For investors with a Foolishly long time horizon, here are two investment ideas with risk-minimizing characteristics: Waste Management and Walt Disney .


Waste Management
This company is far more than a trash hauler. It's the largest disposal business in North America. Its network of waste transfer stations, landfills, and recycling facilities is second to none. And fortunately for Waste Management investors, strict government regulation makes landfill expansion nearly impossible. So shareholders need not worry about competitors suddenly gaining momentum on Waste Management. As the largest player in the industry, the company simply gobbles up other companies when it sees opportunity, just like it did in 2012 with the acquisition of Greenstar to secure more volume in recycling.

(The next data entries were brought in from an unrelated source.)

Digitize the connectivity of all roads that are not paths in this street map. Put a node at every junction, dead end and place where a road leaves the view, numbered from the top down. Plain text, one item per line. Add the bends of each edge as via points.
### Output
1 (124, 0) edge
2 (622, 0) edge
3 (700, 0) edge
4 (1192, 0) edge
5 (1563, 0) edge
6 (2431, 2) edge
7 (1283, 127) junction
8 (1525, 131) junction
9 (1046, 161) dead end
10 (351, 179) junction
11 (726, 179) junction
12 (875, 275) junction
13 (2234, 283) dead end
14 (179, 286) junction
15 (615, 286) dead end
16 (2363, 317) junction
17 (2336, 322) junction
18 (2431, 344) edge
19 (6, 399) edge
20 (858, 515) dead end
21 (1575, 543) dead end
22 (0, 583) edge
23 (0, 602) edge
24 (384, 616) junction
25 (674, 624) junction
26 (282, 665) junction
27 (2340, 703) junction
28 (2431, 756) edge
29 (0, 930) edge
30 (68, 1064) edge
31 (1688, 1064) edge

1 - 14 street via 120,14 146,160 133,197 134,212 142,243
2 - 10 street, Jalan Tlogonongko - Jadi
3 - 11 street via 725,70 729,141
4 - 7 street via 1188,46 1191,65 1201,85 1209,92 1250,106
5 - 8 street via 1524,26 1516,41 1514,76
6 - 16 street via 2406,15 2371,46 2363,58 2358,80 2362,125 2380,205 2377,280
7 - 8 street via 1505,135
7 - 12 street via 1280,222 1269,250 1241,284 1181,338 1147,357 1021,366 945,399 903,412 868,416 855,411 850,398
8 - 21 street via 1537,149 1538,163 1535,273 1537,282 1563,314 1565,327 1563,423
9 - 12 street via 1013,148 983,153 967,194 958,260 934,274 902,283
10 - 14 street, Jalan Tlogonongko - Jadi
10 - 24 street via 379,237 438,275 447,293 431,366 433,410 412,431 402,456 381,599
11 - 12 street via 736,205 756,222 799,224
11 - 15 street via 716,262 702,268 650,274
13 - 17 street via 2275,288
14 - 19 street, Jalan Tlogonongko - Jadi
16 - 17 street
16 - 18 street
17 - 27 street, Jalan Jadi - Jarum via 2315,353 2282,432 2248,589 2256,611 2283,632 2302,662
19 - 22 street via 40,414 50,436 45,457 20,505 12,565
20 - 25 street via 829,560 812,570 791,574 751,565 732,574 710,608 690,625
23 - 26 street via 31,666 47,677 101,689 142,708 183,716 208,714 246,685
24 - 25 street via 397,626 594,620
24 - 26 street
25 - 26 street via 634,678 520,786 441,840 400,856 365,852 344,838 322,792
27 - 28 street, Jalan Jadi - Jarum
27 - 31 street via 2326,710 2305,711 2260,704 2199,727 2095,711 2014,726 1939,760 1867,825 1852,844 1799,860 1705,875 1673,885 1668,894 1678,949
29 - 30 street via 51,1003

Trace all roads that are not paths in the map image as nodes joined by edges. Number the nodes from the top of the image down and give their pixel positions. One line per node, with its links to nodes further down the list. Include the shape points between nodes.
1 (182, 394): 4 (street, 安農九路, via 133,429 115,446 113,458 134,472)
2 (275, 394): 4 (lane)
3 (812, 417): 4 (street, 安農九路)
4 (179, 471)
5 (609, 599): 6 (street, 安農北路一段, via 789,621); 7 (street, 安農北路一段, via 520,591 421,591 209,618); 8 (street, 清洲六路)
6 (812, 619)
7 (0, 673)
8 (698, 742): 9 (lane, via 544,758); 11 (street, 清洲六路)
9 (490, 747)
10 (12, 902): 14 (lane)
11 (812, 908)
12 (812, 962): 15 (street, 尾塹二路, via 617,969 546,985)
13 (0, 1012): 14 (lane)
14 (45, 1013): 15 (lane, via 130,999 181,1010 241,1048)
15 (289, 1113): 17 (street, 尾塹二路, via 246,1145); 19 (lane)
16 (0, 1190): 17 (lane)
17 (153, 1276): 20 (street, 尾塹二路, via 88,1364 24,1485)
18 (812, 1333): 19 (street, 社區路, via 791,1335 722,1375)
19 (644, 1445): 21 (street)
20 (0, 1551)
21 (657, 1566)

Simply put, Waste Management isn't going anywhere. And as an excellent dividend stock with a substantial dividend yield of 3.7%, Waste Management is definitely a reasonably priced investment idea.

Disney
ESPN, accounting for approximately 65% of Disney's operating income, is as healthy as ever. College and pro football are both arguably cornerstones of sports programming in the U.S., and ESPN continues to hold dominant positions in both. And the rest of Disney's business is firing on all cylinders. Disney's parks and resorts segment continues to impress, with revenue up a nice 14% in the company's most recent quarter. Furthermore, Disney's joint venture in China for its Shanghai Disney theme park, slated to open in 2016, could present significant upside to the segment if it plays out well. Then, of course, there are the powerhouse franchises under its studio entertainment division, including Pixar, Marvel, Lucasfilm, and Disney studios itself, playing a leading role in the live-action and animated segments of the film industry. Talk about well diversified: Disney is a powerhouse full of valuable assets.

Based on a conservative discounted cash flow valuation, Disney currently trades at a 9% margin of safety -- not bad for a business that will clearly be around for decades.

Worth a deeper look
If you're looking for low-risk investment ideas that are built to stand the test of time, Waste Management and Walt Disney are worth your consideration.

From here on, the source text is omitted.